O outro argumento ressuscita as tradicionais ameaças de internacionalização da Amazônia alertando para os riscos de "uma certa intervenção internacional através de organizações governamentais e até mesmo governos" utilizando como exemplo a Iniciativa para Conservação da Bacia Amazônica lançada em 2006.
AVALIAÇÃO DE IMPACTOS
Negativos
- Perturbações ao patrimônio arqueológico.
- Enfraquecimento e vulnerabilidade de ordem social.
- Despovoamento de terras indígenas.
- Conflitos entre populações locais e migrantes.- Acidentes decorrentes da circulação rodoviária.
- Ocupação desordenada nas áreas do entorno.
- Incidência dos casos de doenças de veiculação hídrica.
- Alteração da estrutura fundiária.
- Incidência dos casos de dengue, leishmaniose tegumentar, malária e febre amarela.
Positivos
- Alteração na mobilidade espacial.
- Alteração nas demandas por bens e serviços públicos.
- Aumento dos rendimentos, na oferta de postos de trabalho e nas arrecadações públicas.
- Facilitação do escoamento da produção.
- Potencialização do turismo local e oportunidade de acesso a cultura e lazer.
- Fortalecimento de associações e cooperativas.
- Diminuição da evasão escolar, facilidade no acesso ao ensino médio, superior e capacitação profissional.
- Conhecimento da região.
- Ampliação e eficiência de alternativas rodoviárias.
- Aumento da governança e da integração regional.
- Recuperação de passivos ambientais criados pela abertura da estrada.
Por fim, no que se refere aos cenários, foram dispostas quatro possibilidades: reconstrução da estrada "sem governança", com "baixa governança", com "forte governança" e "o mesmo de sempre". Toda a segurança de que os impactos da estrada serão controlados depende exclusivamente da forte presença do Estado na área. Não há nenhum outro elemento institucional, social ou político que possa desempenhar esse papel. Ora se é o Estado o promotor da obra e dos impactos, como confiar somente nele para que ações de controle aconteçam?

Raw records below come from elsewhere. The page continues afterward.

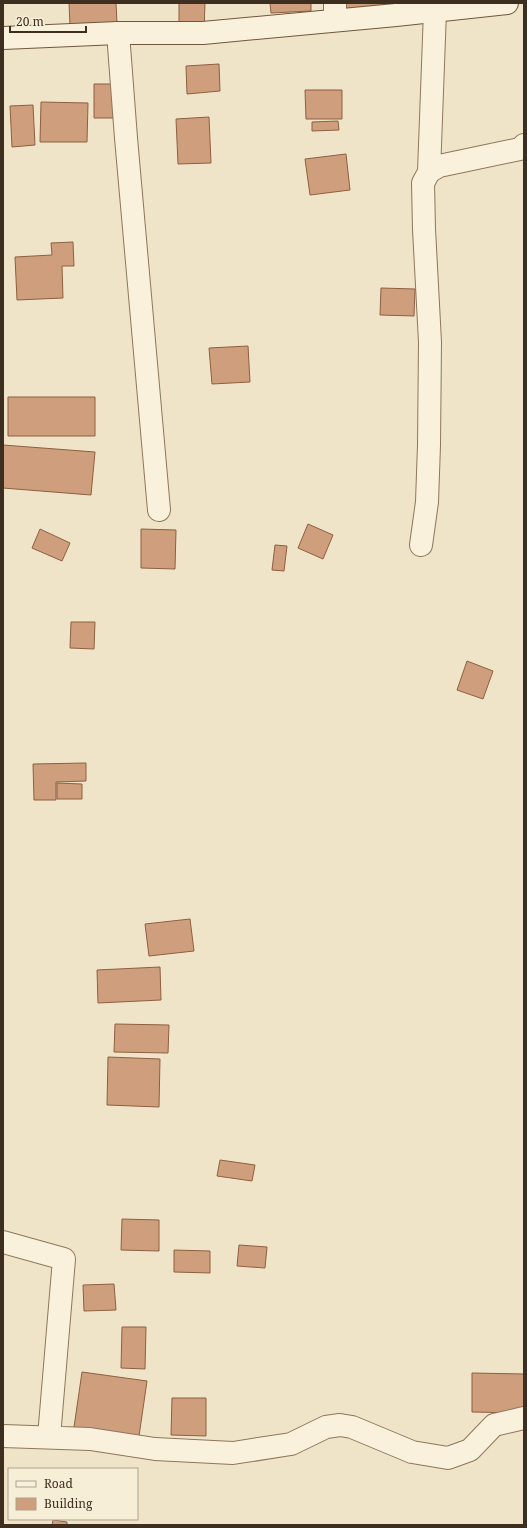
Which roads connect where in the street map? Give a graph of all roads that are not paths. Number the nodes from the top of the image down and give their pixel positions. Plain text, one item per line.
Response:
1 (507, 3) edge
2 (395, 9) edge
3 (435, 11) junction
4 (335, 12) edge
5 (118, 33) junction
6 (3, 38) edge
7 (524, 145) edge
8 (429, 172) junction
9 (159, 510) dead end
10 (421, 545) dead end
11 (3, 1242) edge
12 (524, 1418) edge
13 (3, 1436) edge
14 (49, 1437) junction

1 - 3 street
2 - 3 street
2 - 4 street
3 - 8 street
4 - 5 street
5 - 6 street
5 - 9 street
7 - 8 street
8 - 10 street
11 - 14 street
12 - 14 street
13 - 14 street

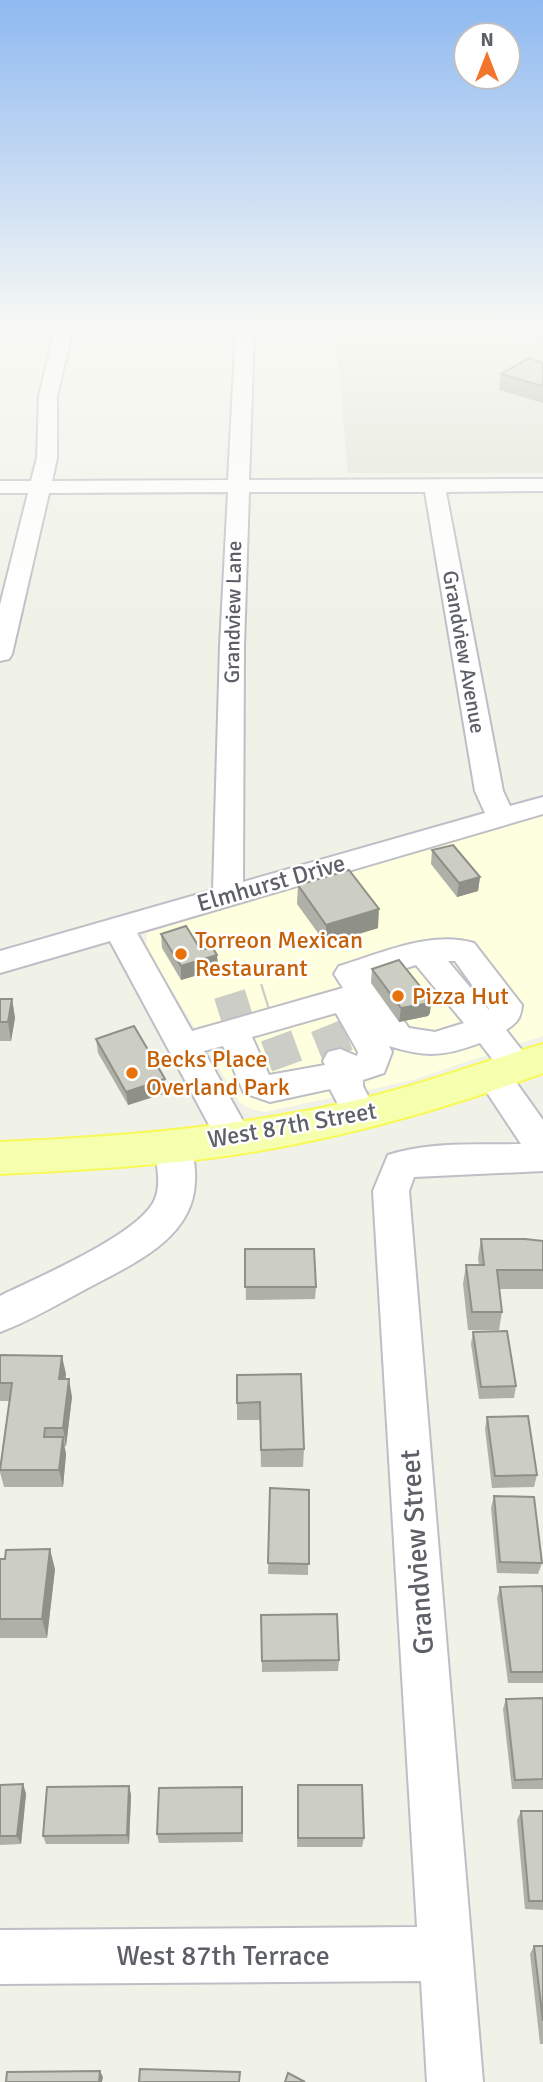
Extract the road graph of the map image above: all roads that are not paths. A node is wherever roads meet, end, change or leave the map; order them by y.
1 (48, 426) edge
2 (242, 426) edge
3 (434, 485) junction
4 (543, 485) edge
5 (237, 486) junction
6 (0, 487) edge
7 (41, 487) junction
8 (0, 654) edge
9 (543, 805) edge
10 (500, 816) junction
11 (228, 896) junction
12 (119, 928) junction
13 (0, 962) edge
14 (226, 1022) junction
15 (486, 1028) junction
16 (178, 1036) junction
17 (343, 1067) junction
18 (518, 1067) edge
19 (360, 1114) junction
20 (235, 1139) junction
21 (173, 1145) junction
22 (543, 1147) edge
23 (543, 1157) edge
24 (0, 1158) edge
25 (0, 1315) edge
26 (446, 1954) junction
27 (0, 1957) edge
28 (456, 2082) edge

1 - 7 street
2 - 5 street, Grandview Lane
3 - 4 street
3 - 5 street
3 - 10 street, Grandview Avenue
5 - 7 street
5 - 11 street, Grandview Lane
6 - 7 street
7 - 8 street
9 - 10 street, Elmhurst Drive
10 - 11 street, Elmhurst Drive
11 - 12 street, Elmhurst Drive
12 - 13 street, Elmhurst Drive
12 - 16 street
14 - 16 street
14 - 17 street
14 - 17 street
15 - 15 street
15 - 18 street
16 - 20 street
17 - 19 street
18 - 19 main road, West 87th Street
18 - 22 street
19 - 20 main road, West 87th Street
20 - 21 main road, West 87th Street
21 - 24 main road, West 87th Street
21 - 25 street
23 - 26 street, Grandview Street
26 - 27 street, West 87th Terrace
26 - 28 street, Grandview Street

Não há, portanto, a menor confiabilidade de que o processo na BR 319 será diferente de todas as outras obras de infra-estrutura já implantadas na Amazônia. Pior que isso, quando se trata de analisar o cenário chamado de "o mesmo de sempre" a opção é a manutenção da tendência histórica sem a implantação de uma nova via de acesso entre Manaus e Porto Velho, o que significa, "a aceleração da ocupação desorganizada e predatória".